Re: [libvirt PATCH v2 12/15] conf: support manually specifying VFIO variant driver in <hostdev> XML

[Date Prev][Date Next][Thread Prev][Thread Next][Date Index][Thread Index]

 



On Mon, Dec 18, 2023 at 01:25:02 -0500, Laine Stump wrote:
> On 11/28/23 9:58 AM, Peter Krempa wrote:
> > On Mon, Nov 06, 2023 at 02:38:57 -0500, Laine Stump wrote:
> > > This patch makes it possible to manually specify which VFIO variant
> > > driver to use for PCI hostdev device assignment, so that, e.g. you
> > > could force use of the generic vfio-pci driver with
> > > 
> > >    <driver name='vfio-pci'/>
> > > 
> > > when libvirt would have normally (after applying a subsequent patch)
> > > found a "better match" for a device in the active kernel's
> > > modules.alias file. (The main use of this manual override would be to
> > > work around a bug in a new VFIO variant driver by temporarily not
> > > using that driver).
> > > 
> > > This sounds like a simple addition to XML parsing/formatting, but of
> > > course it's messier than that, since the attribute we want to use was
> > > previously used in config for a now non-existent purpose (choosing a
> > > type of device assignment that was removed from the kernel nearly a
> > > decade ago), and continues to be used *internal to the C code*.
> > > 
> > > Background:
> > > 
> > > Beginning when VFIO device assignment support was added to <hostdev>
> > > or <interface type='hostdev'/>) in libvirt's QEMU driver, it was
> > > possible to specify which device assignment backend to use with
> > > "<driver name='vfio|kvm'/>". This was only useful for a couple of
> > > years in the early 2010's when VFIO device assignment was newly
> > > introduced, but "legacy KVM" device assignment was still possible (in
> > > reality "<driver name='blah'/>" was only intended to be used (1) in
> > > the *very* early days of VFIO when "kvm" was still the default, or (2)
> > > when the host kernel was too old to have VFIO support (meaning it was
> > > e.g. pre-RHEL7) or (3) some bug was encountered with the then-new VFIO
> > > code that could have been avoided by switching back to the older style
> > > of device assignment (I don't recall anyone ever needing to set it for
> > > this reason, but that is one of the main reasons we added the knob).
> > > 
> > > Later, when the libxl (Xen) driver in libvirt began supporting "device
> > > passthrough" with <hostdev>, they added <driver name='xen'/> to
> > > indicate that mode of operation. But in practice this was also never
> > > necessary in any config, since Xen only supports one type of device
> > > assignment, and so the attribute was anyway set in the C object by the
> > > libxl driver code prior to calling any hypervisor-common code
> > > (i.e. the stuff in hypervisor/hostdev.c and util/virpci.c) that needs
> > > to know which type of device assignment is being used - setting it in
> > > the XML config was superfluous (kind of like me saying "I am now
> > > describing this patch in a human language", ref: Perd Hapley on "Parks
> > > and Recreation").
> > > 
> > > So the setting was available in the XML, but never needed to be set by
> > > the user.
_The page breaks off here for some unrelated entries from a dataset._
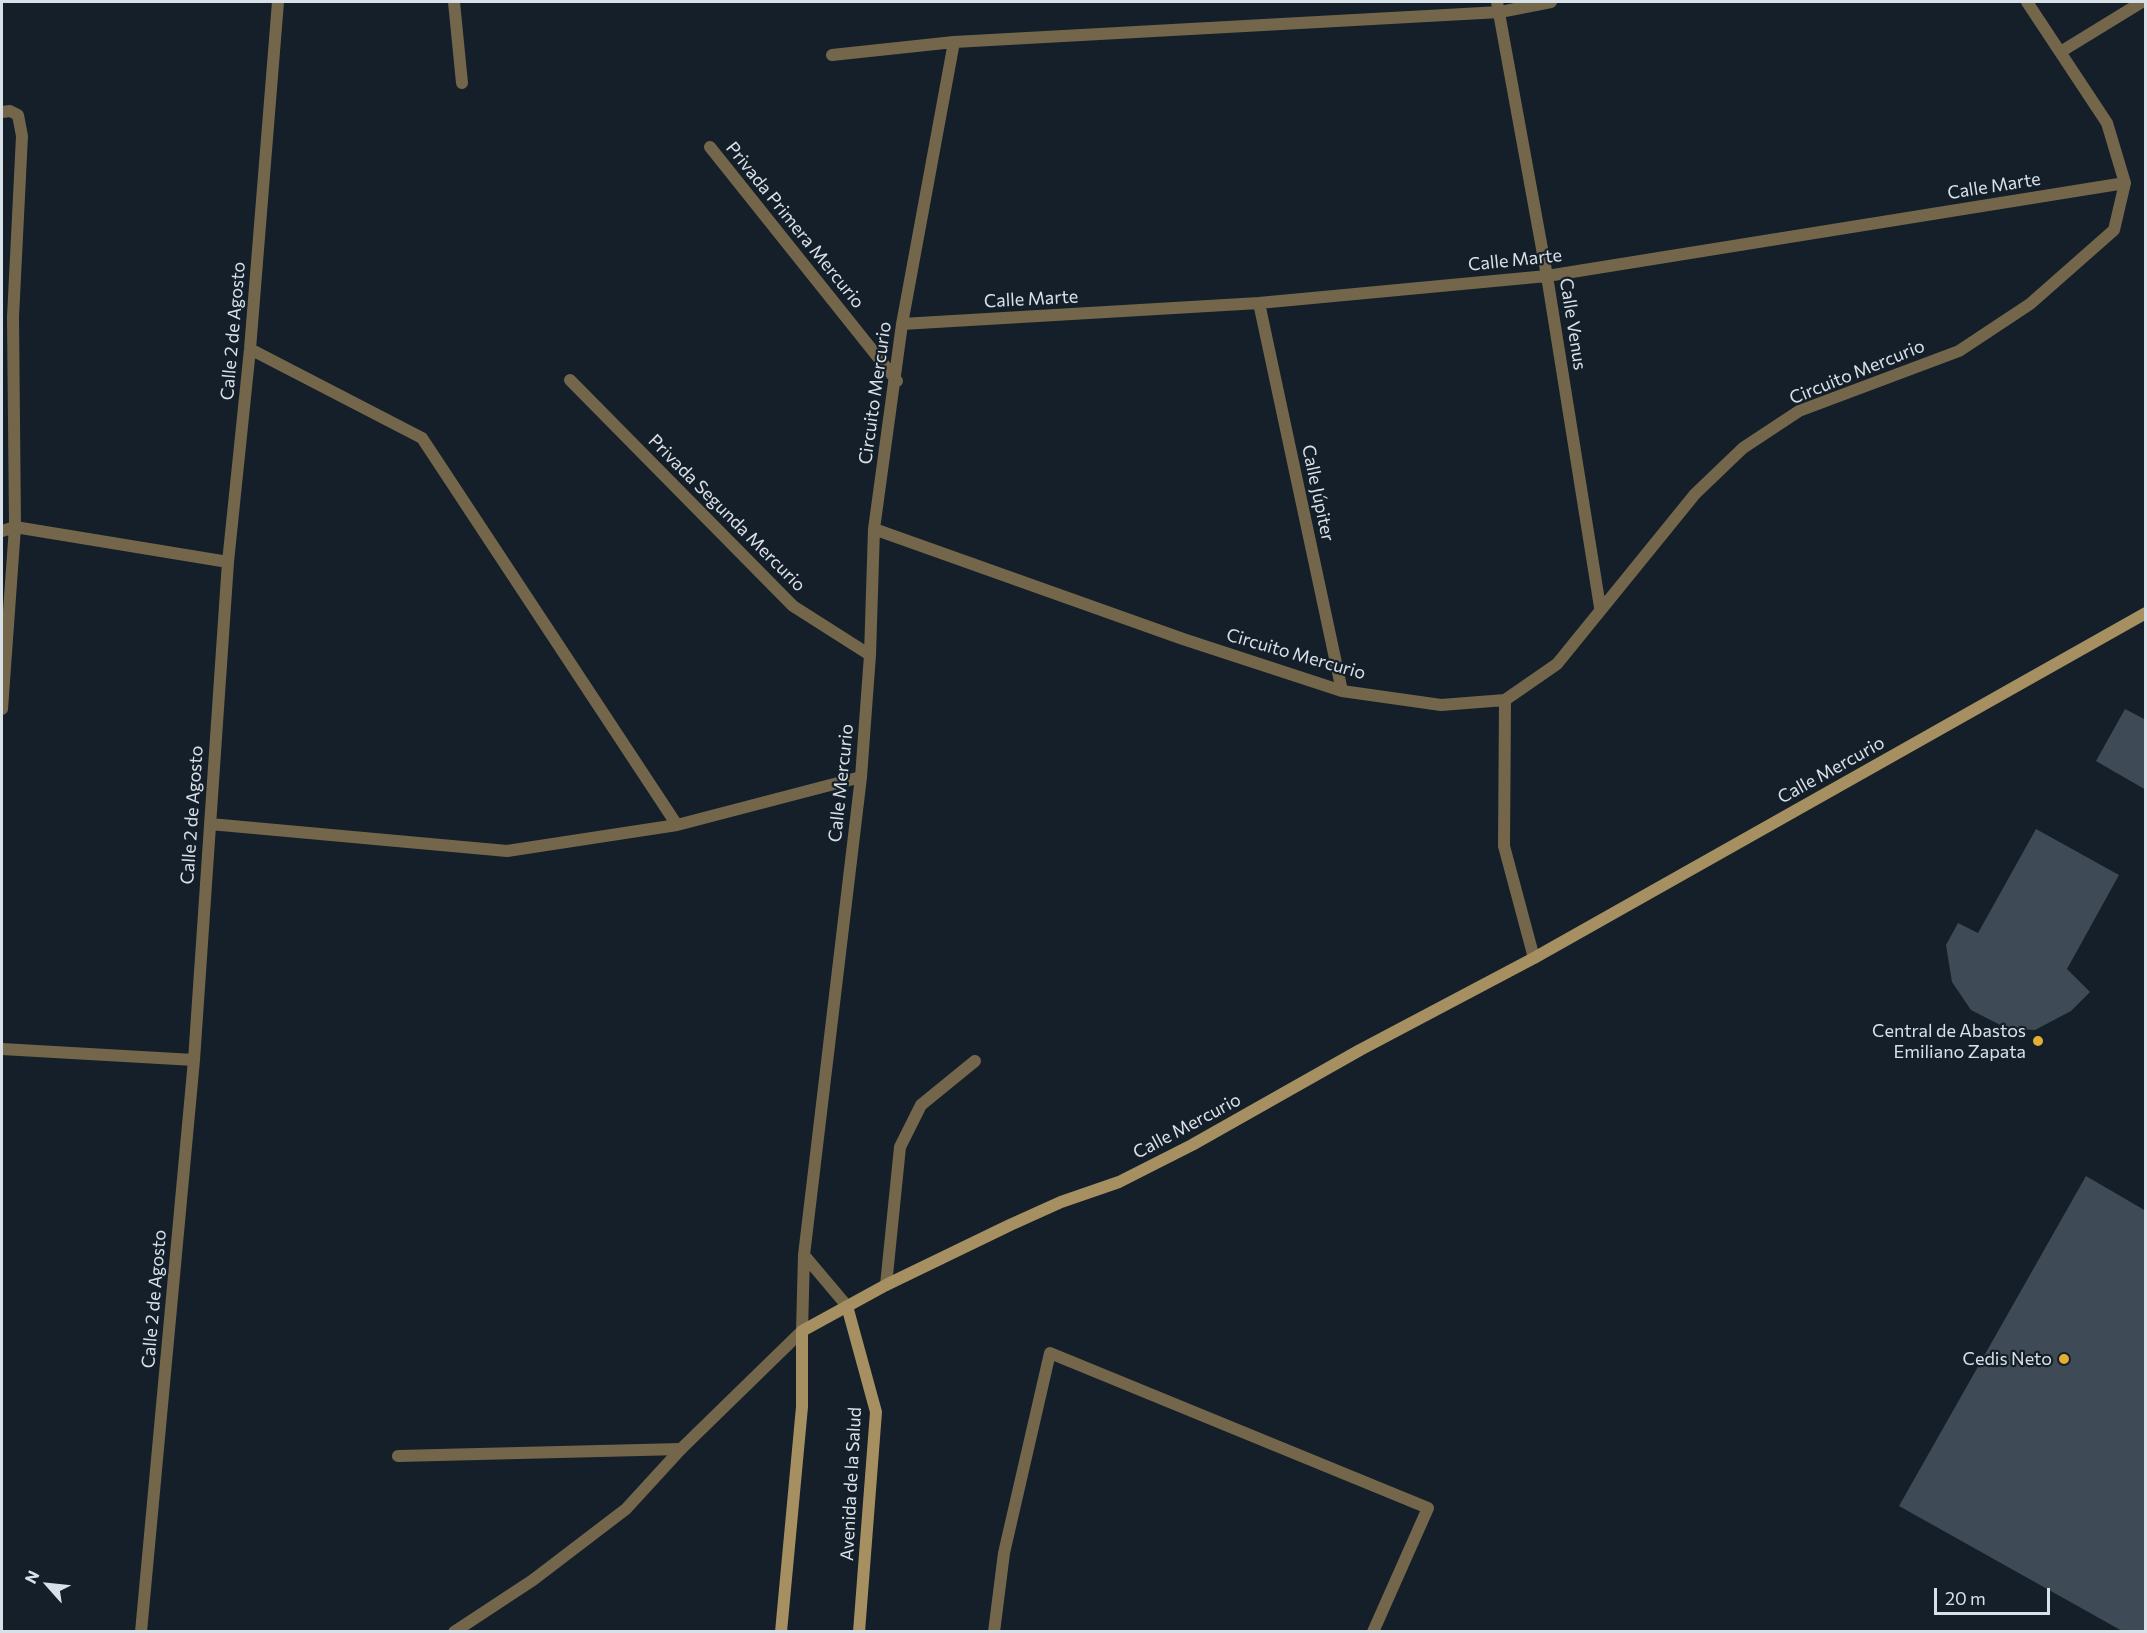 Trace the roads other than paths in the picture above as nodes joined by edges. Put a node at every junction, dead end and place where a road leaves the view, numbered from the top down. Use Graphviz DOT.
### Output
graph roads {
  1 [pos="278,2"];
  2 [pos="454,2"];
  3 [pos="1551,2"];
  4 [pos="2027,2"];
  5 [pos="2142,2"];
  6 [pos="1499,7"];
  7 [pos="954,42"];
  8 [pos="2062,51"];
  9 [pos="832,55"];
  10 [pos="462,83"];
  11 [pos="6,112"];
  12 [pos="710,147"];
  13 [pos="2125,183"];
  14 [pos="1547,276"];
  15 [pos="1259,303"];
  16 [pos="7,319"];
  17 [pos="902,324"];
  18 [pos="250,349"];
  19 [pos="570,380"];
  20 [pos="897,381"];
  21 [pos="15,527"];
  22 [pos="874,529"];
  23 [pos="2,531"];
  24 [pos="228,562"];
  25 [pos="1600,607"];
  26 [pos="2145,613"];
  27 [pos="870,655"];
  28 [pos="1342,691"];
  29 [pos="1505,700"];
  30 [pos="2,709"];
  31 [pos="861,777"];
  32 [pos="210,824"];
  33 [pos="677,825"];
  34 [pos="1534,958"];
  35 [pos="2,1049"];
  36 [pos="194,1060"];
  37 [pos="975,1061"];
  38 [pos="804,1255"];
  39 [pos="886,1285"];
  40 [pos="847,1306"];
  41 [pos="802,1331"];
  42 [pos="681,1449"];
  43 [pos="398,1456"];
  44 [pos="141,1632"];
  45 [pos="454,1632"];
  46 [pos="781,1632"];
  47 [pos="859,1632"];
  48 [pos="994,1632"];
  49 [pos="1373,1632"];
  1 -- 18 [label="street, Calle 2 de Agosto"];
  2 -- 10 [label="street"];
  3 -- 6 [label="street"];
  4 -- 8 [label="street, Circuito Mercurio"];
  5 -- 8 [label="street"];
  6 -- 7 [label="street"];
  6 -- 14 [label="street, Calle Venus"];
  7 -- 9 [label="street"];
  7 -- 17 [label="street, Circuito Mercurio"];
  8 -- 13 [label="street, Circuito Mercurio"];
  11 -- 16 [label="street"];
  12 -- 20 [label="street, Privada Primera Mercurio"];
  13 -- 14 [label="street, Calle Marte"];
  13 -- 25 [label="street, Circuito Mercurio"];
  14 -- 15 [label="street, Calle Marte"];
  14 -- 25 [label="street, Calle Venus"];
  15 -- 17 [label="street, Calle Marte"];
  15 -- 28 [label="street, Calle Júpiter"];
  16 -- 21 [label="street"];
  17 -- 20 [label="street, Circuito Mercurio"];
  18 -- 24 [label="street, Calle 2 de Agosto"];
  18 -- 33 [label="street"];
  19 -- 27 [label="street, Privada Segunda Mercurio"];
  20 -- 22 [label="street, Circuito Mercurio"];
  21 -- 23 [label="street"];
  21 -- 24 [label="street"];
  21 -- 30 [label="street"];
  22 -- 27 [label="street, Calle Mercurio"];
  22 -- 28 [label="street, Circuito Mercurio"];
  24 -- 32 [label="street, Calle 2 de Agosto"];
  25 -- 29 [label="street, Circuito Mercurio"];
  26 -- 34 [label="street, Calle Mercurio"];
  27 -- 31 [label="street, Calle Mercurio"];
  28 -- 29 [label="street, Circuito Mercurio"];
  29 -- 34 [label="street"];
  31 -- 33 [label="street"];
  31 -- 38 [label="street, Calle Mercurio"];
  32 -- 33 [label="street"];
  32 -- 36 [label="street, Calle 2 de Agosto"];
  34 -- 39 [label="street, Calle Mercurio"];
  35 -- 36 [label="street"];
  36 -- 44 [label="street, Calle 2 de Agosto"];
  37 -- 39 [label="street"];
  38 -- 40 [label="street"];
  38 -- 41 [label="street, Calle Mercurio"];
  39 -- 40 [label="street, Calle Mercurio"];
  40 -- 41 [label="street, Calle Mercurio"];
  40 -- 47 [label="street, Avenida de la Salud"];
  41 -- 42 [label="street"];
  41 -- 46 [label="street"];
  42 -- 43 [label="street"];
  42 -- 45 [label="street"];
  48 -- 49 [label="street"];
}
Because it was automatically set in the C code though,
> > > sometimes libvirt-generated XML would contain the option even though
> > > the user hadn't included it in the original input XML (e.g. the libxl
> > > driver sets it in the PostParse, so all saved configs with a PCI
> > > <hostdev> device will have <driver name='xen'/>; also status XML from
> > > the QEMU and libxl drivers will contain <driver name='vfio|xen'/> - in
> > > both cases completely unnecessary and redundant information).
> > > 
> > > When adding support for specifying a variant driver for VFIO device
> > > assignment, from the beginning I have wanted to use <driver
> > > name='blah'/> to force a specific variant driver (e.g. <driver
> > > name='mlx5_vfio_pci'/>), with the assumption that the name attribute
> > > could be easily repurposed because it had been *completely* unused for
> > > so long. What I discovered though, was that 1) the field in the C
> > > object corresponding to driver name was an enum value rather than a
> > > string (so parser and formatter need to be changed, not just the
> > > driver code looking at a string in the C object), and 2) even though
> > > the XML attribute was effectively unused (except in some output), the
> > > field in the C object was *always* being set internally as a way for
> > > the hypervisor driver code to inform the hypervisor-common hostdev
> > > manager (in src/hypervisor) which method of device assignment to
> > > use. So re-use wasn't as simple as I'd wished.
> > > 
> > > However.
> > > 
> > > What I have hit upon that permits us to use
> > > <driver name='mlx5_vfio_pci'/> is to do the following:
> > > 
> > > 1) rename the existing driver name attribute to driver *type* - this
> > >     will now be the enum that is set internally by the hypervisor
> > >     driver prior to calling the hostdev manager (and also is what will
> > >     show up in status XML; the libxl driver was modified in a previous
> > >     patch so that the setting isn't done until domain runtime (rather
> > >     than during PostParse), so it will no longer show up in
> > >     regurgitated libxml config)
> > > 
> > > 2) add a new attribute with the now-newly-unused name "name" - this
> > >     will be a string that can be used to communicate a specific host
> > >     kernel driver to the hostdev manager.
> > > 
> > > 3) In the parsing code for <driver>, if <driver name='vfio|xen|kvm'/>
> > >     is encountered, set the driver *type* to the appropriate enum
> > >     instead, and clear our the name string. (since the four places
> > >     that use the hostdev <driver> element now all call a common parser
> > >     function, this check is only needed in a single place)
> > > 
> > > I could alternately just leave "name" as-is, and create a new
> > > attribute with a never-before-used name within driver. I suppose
> > > instead of "type" and "name", we could instead have "name and "model"
> > > (where "model" would be the string that could be set to
> > > "mlx5_vfio_pci"). I just prefer type/name to name/model, and think
> > > it's been long enough since <driver name='blah'/> has had a useful
> > > purpose (and the fixup for backward compatibility is limited to a few
> > > lines in one function) that this change is safe.
> > 
> > I'm not entirely sold on the reusing of the 'name' attribute and this
> > paragraph seems to confirm that it's just for optics.
> > 
> > I'm a bit worried that some tool may be checking the output here however
> > useless it is and that tool might then need changing just because we
> > wanted "better looking" attribute names.
> 
> Sigh. Yeah, you're probably right.
> 
> Okay, so how about keeping <driver name='vfio|xen'> (but still minimizing
> its auto-generation as much as possible), and using
> <driver model='blah'/> when we want to specify a particular driver?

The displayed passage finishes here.